WHAT NEEDS TO BE DONE | Among the records that follow, find each line holding the word "騎西菖蒲バイパス" and copy it.

___ RECORDED INFORMATION ___

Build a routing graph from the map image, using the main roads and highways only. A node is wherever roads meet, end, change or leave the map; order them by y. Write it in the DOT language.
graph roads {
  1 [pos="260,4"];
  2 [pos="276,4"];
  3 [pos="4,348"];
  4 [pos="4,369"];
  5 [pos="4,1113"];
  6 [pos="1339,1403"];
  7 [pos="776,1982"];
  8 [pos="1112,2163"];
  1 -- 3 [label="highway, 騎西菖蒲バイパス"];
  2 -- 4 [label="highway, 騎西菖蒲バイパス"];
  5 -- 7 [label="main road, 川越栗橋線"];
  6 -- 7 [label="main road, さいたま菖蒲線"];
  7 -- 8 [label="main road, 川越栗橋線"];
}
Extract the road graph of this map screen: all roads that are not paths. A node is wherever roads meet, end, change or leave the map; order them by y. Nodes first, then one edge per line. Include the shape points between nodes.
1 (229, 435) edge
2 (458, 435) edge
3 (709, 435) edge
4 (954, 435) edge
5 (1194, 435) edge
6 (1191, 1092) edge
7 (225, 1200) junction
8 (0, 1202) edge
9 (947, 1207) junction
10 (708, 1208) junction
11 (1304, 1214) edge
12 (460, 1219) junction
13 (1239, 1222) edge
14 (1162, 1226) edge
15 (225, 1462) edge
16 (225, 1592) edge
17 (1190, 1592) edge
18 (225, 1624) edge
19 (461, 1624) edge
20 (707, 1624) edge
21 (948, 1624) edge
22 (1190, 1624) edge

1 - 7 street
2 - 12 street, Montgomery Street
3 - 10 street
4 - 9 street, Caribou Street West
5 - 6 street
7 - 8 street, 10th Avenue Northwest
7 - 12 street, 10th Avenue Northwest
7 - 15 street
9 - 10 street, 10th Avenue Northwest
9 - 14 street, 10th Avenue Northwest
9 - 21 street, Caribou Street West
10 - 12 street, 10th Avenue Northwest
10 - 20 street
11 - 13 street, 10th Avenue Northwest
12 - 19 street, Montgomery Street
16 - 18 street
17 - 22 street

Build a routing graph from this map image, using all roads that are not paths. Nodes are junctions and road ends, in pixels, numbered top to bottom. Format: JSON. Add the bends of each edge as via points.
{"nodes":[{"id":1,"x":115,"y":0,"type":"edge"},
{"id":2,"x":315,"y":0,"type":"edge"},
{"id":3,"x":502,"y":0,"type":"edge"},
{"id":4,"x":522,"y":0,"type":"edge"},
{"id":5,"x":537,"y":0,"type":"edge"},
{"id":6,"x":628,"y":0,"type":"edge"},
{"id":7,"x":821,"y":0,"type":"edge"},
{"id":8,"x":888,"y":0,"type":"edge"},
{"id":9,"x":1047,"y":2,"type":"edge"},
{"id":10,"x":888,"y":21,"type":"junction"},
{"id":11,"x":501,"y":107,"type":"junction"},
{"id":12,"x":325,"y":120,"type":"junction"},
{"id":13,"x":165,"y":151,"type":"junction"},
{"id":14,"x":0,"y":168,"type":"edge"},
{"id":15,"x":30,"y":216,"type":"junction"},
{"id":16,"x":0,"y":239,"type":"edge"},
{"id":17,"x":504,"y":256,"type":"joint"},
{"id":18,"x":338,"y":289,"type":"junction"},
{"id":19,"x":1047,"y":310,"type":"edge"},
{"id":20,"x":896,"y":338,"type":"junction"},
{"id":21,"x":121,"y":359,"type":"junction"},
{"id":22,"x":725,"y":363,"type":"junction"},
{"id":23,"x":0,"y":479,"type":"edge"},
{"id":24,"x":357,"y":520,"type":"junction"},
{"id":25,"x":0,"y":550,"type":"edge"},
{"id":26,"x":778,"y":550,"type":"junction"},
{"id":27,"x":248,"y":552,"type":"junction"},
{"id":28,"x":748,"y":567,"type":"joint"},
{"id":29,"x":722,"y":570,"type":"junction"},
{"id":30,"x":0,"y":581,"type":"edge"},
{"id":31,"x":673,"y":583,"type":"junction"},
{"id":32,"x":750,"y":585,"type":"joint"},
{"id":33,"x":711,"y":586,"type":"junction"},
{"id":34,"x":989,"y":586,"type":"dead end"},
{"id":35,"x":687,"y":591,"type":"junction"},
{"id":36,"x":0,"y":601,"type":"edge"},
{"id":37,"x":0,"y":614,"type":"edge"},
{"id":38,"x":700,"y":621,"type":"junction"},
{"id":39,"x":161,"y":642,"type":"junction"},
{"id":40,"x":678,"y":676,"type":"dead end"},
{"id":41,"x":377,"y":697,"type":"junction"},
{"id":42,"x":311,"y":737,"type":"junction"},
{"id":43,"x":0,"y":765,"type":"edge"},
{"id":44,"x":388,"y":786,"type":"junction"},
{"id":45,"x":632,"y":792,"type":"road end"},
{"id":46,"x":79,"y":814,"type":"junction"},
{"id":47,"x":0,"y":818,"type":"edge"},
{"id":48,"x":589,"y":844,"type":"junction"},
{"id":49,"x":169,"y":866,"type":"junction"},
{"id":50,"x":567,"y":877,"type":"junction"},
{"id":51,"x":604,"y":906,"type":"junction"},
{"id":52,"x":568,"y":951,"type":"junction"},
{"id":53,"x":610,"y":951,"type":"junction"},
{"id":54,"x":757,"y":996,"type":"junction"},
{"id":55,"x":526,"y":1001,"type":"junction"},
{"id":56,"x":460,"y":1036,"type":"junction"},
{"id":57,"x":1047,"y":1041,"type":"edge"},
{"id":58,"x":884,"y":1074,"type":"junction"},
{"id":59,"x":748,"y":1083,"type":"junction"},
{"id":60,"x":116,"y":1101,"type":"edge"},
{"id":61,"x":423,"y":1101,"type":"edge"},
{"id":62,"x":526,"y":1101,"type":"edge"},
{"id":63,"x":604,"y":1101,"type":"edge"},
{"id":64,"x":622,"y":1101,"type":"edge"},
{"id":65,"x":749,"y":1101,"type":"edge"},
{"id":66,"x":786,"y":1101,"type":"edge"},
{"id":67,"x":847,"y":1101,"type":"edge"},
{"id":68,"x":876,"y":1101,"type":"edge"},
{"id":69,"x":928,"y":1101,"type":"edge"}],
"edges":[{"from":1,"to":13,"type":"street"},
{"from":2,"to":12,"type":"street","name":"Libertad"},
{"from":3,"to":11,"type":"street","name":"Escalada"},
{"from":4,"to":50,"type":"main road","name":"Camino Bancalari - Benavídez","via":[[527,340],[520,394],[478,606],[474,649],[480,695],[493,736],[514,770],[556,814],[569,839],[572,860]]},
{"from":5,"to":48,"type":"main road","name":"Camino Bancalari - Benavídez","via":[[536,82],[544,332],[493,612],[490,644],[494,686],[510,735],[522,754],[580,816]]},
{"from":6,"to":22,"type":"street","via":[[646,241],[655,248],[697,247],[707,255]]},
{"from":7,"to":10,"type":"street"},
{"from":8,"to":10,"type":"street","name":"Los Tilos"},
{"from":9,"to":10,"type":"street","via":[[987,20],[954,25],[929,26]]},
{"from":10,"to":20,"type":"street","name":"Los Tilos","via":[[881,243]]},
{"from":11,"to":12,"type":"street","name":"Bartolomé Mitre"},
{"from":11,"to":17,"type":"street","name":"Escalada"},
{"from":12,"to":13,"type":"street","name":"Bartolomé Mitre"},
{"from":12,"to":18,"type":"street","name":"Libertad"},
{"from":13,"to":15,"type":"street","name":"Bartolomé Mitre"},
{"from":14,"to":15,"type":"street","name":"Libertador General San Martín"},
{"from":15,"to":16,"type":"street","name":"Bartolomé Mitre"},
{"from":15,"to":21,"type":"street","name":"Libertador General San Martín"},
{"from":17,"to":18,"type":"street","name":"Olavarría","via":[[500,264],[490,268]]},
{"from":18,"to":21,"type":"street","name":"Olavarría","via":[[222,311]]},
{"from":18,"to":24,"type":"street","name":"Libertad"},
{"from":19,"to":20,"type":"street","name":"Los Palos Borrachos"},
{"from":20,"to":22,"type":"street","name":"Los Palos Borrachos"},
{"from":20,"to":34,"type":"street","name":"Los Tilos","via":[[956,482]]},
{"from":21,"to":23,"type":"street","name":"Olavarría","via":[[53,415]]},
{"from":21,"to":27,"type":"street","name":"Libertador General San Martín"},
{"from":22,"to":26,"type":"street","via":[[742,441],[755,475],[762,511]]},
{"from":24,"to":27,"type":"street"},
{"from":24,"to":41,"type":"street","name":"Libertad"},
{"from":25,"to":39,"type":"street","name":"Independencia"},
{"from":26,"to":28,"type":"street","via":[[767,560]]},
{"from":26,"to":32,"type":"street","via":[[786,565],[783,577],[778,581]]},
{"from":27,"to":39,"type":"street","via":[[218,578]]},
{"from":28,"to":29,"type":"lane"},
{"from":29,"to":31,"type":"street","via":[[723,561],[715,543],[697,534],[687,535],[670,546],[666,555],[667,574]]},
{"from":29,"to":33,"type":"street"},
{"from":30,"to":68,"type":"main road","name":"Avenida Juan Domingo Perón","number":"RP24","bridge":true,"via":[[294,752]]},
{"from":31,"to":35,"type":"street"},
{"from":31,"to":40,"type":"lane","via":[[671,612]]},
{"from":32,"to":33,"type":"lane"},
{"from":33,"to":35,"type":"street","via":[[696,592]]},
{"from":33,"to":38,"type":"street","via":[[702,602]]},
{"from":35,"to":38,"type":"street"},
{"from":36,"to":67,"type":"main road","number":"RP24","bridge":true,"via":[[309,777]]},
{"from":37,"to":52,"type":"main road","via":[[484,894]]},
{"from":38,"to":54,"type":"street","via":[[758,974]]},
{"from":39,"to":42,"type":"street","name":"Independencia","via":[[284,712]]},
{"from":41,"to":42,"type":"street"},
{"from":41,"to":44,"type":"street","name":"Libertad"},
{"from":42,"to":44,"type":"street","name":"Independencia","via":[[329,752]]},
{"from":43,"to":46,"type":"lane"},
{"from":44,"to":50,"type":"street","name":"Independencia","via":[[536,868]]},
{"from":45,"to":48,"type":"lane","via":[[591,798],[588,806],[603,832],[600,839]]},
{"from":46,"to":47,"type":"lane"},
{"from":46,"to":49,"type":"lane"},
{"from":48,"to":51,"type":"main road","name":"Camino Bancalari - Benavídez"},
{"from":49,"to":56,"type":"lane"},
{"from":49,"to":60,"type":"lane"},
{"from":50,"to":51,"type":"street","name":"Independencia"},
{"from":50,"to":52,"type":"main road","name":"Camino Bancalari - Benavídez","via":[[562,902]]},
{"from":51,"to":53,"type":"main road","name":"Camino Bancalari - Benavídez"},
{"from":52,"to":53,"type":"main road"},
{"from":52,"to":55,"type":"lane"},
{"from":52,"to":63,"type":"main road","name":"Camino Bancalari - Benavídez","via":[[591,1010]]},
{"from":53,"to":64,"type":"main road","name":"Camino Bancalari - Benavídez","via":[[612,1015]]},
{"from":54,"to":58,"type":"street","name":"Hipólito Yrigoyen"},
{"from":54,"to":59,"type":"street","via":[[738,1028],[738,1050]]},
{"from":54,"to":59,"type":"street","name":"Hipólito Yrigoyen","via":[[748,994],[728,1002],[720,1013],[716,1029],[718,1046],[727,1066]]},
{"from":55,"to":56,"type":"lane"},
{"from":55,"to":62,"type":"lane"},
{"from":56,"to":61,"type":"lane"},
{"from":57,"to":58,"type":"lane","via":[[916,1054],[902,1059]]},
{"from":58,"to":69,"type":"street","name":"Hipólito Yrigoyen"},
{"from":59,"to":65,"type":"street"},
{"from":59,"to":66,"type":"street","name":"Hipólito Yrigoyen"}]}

___

TASK OUTPUT |
  1 -- 3 [label="highway, 騎西菖蒲バイパス"];
  2 -- 4 [label="highway, 騎西菖蒲バイパス"];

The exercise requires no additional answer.